◆ **WHAT THIS TASK INVOLVES**
Line by line, transcribe the material shown below exactly.

------

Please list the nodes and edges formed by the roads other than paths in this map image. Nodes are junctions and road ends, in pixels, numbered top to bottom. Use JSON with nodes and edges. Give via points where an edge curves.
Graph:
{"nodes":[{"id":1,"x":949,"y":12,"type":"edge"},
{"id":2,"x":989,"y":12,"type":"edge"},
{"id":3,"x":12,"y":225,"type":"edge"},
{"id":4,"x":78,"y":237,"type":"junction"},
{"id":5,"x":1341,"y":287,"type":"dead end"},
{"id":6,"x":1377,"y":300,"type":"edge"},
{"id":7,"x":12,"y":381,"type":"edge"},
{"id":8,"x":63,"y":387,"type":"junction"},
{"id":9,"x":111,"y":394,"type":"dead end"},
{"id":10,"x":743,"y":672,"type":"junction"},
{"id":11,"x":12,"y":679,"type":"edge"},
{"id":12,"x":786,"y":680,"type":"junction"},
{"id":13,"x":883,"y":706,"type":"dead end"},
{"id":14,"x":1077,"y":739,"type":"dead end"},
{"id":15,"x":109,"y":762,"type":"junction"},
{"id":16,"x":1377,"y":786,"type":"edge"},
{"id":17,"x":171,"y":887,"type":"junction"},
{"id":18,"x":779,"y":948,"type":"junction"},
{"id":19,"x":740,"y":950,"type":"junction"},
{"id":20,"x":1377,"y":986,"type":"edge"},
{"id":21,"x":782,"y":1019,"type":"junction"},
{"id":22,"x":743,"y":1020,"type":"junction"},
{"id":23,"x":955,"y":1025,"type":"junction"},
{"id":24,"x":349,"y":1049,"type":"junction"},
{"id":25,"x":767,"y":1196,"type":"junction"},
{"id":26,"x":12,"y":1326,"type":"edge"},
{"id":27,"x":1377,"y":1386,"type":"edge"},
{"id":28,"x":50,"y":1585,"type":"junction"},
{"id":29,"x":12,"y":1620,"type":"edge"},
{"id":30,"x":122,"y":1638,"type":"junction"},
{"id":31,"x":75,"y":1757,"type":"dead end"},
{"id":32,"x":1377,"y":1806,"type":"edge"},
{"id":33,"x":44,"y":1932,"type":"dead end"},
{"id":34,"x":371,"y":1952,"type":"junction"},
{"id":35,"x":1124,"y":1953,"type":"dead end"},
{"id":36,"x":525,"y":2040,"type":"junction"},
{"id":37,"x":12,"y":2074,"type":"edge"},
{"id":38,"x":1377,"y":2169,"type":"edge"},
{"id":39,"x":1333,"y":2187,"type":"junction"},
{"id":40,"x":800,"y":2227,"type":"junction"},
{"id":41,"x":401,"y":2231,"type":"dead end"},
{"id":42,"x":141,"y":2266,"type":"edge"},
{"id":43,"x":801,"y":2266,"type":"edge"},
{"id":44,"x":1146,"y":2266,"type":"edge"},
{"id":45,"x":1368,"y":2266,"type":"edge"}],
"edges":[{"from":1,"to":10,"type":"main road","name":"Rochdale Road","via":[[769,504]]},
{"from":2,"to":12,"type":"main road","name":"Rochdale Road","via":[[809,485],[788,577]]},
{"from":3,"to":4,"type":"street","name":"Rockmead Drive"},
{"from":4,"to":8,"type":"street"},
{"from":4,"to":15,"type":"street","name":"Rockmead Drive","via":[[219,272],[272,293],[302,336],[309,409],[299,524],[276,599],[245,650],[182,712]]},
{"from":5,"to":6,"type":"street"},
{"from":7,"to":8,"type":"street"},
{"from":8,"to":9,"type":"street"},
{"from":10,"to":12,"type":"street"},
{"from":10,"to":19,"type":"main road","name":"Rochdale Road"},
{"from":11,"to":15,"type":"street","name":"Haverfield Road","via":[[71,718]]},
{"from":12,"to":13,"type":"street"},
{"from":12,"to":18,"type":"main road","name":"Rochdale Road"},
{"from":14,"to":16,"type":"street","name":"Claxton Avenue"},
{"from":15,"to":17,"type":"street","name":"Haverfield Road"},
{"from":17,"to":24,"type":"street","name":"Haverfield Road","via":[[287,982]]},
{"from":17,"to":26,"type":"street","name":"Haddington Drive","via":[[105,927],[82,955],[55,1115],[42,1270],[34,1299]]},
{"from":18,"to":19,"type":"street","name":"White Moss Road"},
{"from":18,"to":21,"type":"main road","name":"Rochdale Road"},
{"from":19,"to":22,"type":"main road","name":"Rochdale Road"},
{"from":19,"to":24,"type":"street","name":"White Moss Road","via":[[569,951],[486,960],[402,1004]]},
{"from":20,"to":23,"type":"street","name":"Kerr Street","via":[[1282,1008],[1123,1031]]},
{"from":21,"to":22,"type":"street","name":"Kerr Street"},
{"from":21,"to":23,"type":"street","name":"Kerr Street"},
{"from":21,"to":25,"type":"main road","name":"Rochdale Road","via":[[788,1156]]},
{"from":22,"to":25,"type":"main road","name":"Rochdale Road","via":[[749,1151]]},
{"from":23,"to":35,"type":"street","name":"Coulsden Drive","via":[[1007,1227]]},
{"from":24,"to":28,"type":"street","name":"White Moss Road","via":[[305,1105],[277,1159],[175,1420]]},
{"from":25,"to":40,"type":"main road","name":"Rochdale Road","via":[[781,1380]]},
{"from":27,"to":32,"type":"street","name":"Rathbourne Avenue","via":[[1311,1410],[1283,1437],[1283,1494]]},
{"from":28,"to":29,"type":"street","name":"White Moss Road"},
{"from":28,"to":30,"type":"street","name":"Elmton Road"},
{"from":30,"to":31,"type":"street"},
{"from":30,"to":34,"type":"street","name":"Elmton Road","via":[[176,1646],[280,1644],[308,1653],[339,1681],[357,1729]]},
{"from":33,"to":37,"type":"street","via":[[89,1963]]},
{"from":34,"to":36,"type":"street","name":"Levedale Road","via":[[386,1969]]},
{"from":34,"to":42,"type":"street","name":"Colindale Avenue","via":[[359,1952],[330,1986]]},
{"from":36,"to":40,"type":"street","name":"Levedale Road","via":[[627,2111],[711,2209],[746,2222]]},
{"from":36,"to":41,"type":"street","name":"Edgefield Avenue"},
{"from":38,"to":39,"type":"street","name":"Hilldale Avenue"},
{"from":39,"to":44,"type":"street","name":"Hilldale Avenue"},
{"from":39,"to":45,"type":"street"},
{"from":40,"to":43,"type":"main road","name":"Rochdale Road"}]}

------

◆ **EXPECTED ANSWER**
Please list the nodes and edges formed by the roads other than paths in this map image. Nodes are junctions and road ends, in pixels, numbered top to bottom. Use JSON with nodes and edges. Give via points where an edge curves.
Graph:
{"nodes":[{"id":1,"x":949,"y":12,"type":"edge"},
{"id":2,"x":989,"y":12,"type":"edge"},
{"id":3,"x":12,"y":225,"type":"edge"},
{"id":4,"x":78,"y":237,"type":"junction"},
{"id":5,"x":1341,"y":287,"type":"dead end"},
{"id":6,"x":1377,"y":300,"type":"edge"},
{"id":7,"x":12,"y":381,"type":"edge"},
{"id":8,"x":63,"y":387,"type":"junction"},
{"id":9,"x":111,"y":394,"type":"dead end"},
{"id":10,"x":743,"y":672,"type":"junction"},
{"id":11,"x":12,"y":679,"type":"edge"},
{"id":12,"x":786,"y":680,"type":"junction"},
{"id":13,"x":883,"y":706,"type":"dead end"},
{"id":14,"x":1077,"y":739,"type":"dead end"},
{"id":15,"x":109,"y":762,"type":"junction"},
{"id":16,"x":1377,"y":786,"type":"edge"},
{"id":17,"x":171,"y":887,"type":"junction"},
{"id":18,"x":779,"y":948,"type":"junction"},
{"id":19,"x":740,"y":950,"type":"junction"},
{"id":20,"x":1377,"y":986,"type":"edge"},
{"id":21,"x":782,"y":1019,"type":"junction"},
{"id":22,"x":743,"y":1020,"type":"junction"},
{"id":23,"x":955,"y":1025,"type":"junction"},
{"id":24,"x":349,"y":1049,"type":"junction"},
{"id":25,"x":767,"y":1196,"type":"junction"},
{"id":26,"x":12,"y":1326,"type":"edge"},
{"id":27,"x":1377,"y":1386,"type":"edge"},
{"id":28,"x":50,"y":1585,"type":"junction"},
{"id":29,"x":12,"y":1620,"type":"edge"},
{"id":30,"x":122,"y":1638,"type":"junction"},
{"id":31,"x":75,"y":1757,"type":"dead end"},
{"id":32,"x":1377,"y":1806,"type":"edge"},
{"id":33,"x":44,"y":1932,"type":"dead end"},
{"id":34,"x":371,"y":1952,"type":"junction"},
{"id":35,"x":1124,"y":1953,"type":"dead end"},
{"id":36,"x":525,"y":2040,"type":"junction"},
{"id":37,"x":12,"y":2074,"type":"edge"},
{"id":38,"x":1377,"y":2169,"type":"edge"},
{"id":39,"x":1333,"y":2187,"type":"junction"},
{"id":40,"x":800,"y":2227,"type":"junction"},
{"id":41,"x":401,"y":2231,"type":"dead end"},
{"id":42,"x":141,"y":2266,"type":"edge"},
{"id":43,"x":801,"y":2266,"type":"edge"},
{"id":44,"x":1146,"y":2266,"type":"edge"},
{"id":45,"x":1368,"y":2266,"type":"edge"}],
"edges":[{"from":1,"to":10,"type":"main road","name":"Rochdale Road","via":[[769,504]]},
{"from":2,"to":12,"type":"main road","name":"Rochdale Road","via":[[809,485],[788,577]]},
{"from":3,"to":4,"type":"street","name":"Rockmead Drive"},
{"from":4,"to":8,"type":"street"},
{"from":4,"to":15,"type":"street","name":"Rockmead Drive","via":[[219,272],[272,293],[302,336],[309,409],[299,524],[276,599],[245,650],[182,712]]},
{"from":5,"to":6,"type":"street"},
{"from":7,"to":8,"type":"street"},
{"from":8,"to":9,"type":"street"},
{"from":10,"to":12,"type":"street"},
{"from":10,"to":19,"type":"main road","name":"Rochdale Road"},
{"from":11,"to":15,"type":"street","name":"Haverfield Road","via":[[71,718]]},
{"from":12,"to":13,"type":"street"},
{"from":12,"to":18,"type":"main road","name":"Rochdale Road"},
{"from":14,"to":16,"type":"street","name":"Claxton Avenue"},
{"from":15,"to":17,"type":"street","name":"Haverfield Road"},
{"from":17,"to":24,"type":"street","name":"Haverfield Road","via":[[287,982]]},
{"from":17,"to":26,"type":"street","name":"Haddington Drive","via":[[105,927],[82,955],[55,1115],[42,1270],[34,1299]]},
{"from":18,"to":19,"type":"street","name":"White Moss Road"},
{"from":18,"to":21,"type":"main road","name":"Rochdale Road"},
{"from":19,"to":22,"type":"main road","name":"Rochdale Road"},
{"from":19,"to":24,"type":"street","name":"White Moss Road","via":[[569,951],[486,960],[402,1004]]},
{"from":20,"to":23,"type":"street","name":"Kerr Street","via":[[1282,1008],[1123,1031]]},
{"from":21,"to":22,"type":"street","name":"Kerr Street"},
{"from":21,"to":23,"type":"street","name":"Kerr Street"},
{"from":21,"to":25,"type":"main road","name":"Rochdale Road","via":[[788,1156]]},
{"from":22,"to":25,"type":"main road","name":"Rochdale Road","via":[[749,1151]]},
{"from":23,"to":35,"type":"street","name":"Coulsden Drive","via":[[1007,1227]]},
{"from":24,"to":28,"type":"street","name":"White Moss Road","via":[[305,1105],[277,1159],[175,1420]]},
{"from":25,"to":40,"type":"main road","name":"Rochdale Road","via":[[781,1380]]},
{"from":27,"to":32,"type":"street","name":"Rathbourne Avenue","via":[[1311,1410],[1283,1437],[1283,1494]]},
{"from":28,"to":29,"type":"street","name":"White Moss Road"},
{"from":28,"to":30,"type":"street","name":"Elmton Road"},
{"from":30,"to":31,"type":"street"},
{"from":30,"to":34,"type":"street","name":"Elmton Road","via":[[176,1646],[280,1644],[308,1653],[339,1681],[357,1729]]},
{"from":33,"to":37,"type":"street","via":[[89,1963]]},
{"from":34,"to":36,"type":"street","name":"Levedale Road","via":[[386,1969]]},
{"from":34,"to":42,"type":"street","name":"Colindale Avenue","via":[[359,1952],[330,1986]]},
{"from":36,"to":40,"type":"street","name":"Levedale Road","via":[[627,2111],[711,2209],[746,2222]]},
{"from":36,"to":41,"type":"street","name":"Edgefield Avenue"},
{"from":38,"to":39,"type":"street","name":"Hilldale Avenue"},
{"from":39,"to":44,"type":"street","name":"Hilldale Avenue"},
{"from":39,"to":45,"type":"street"},
{"from":40,"to":43,"type":"main road","name":"Rochdale Road"}]}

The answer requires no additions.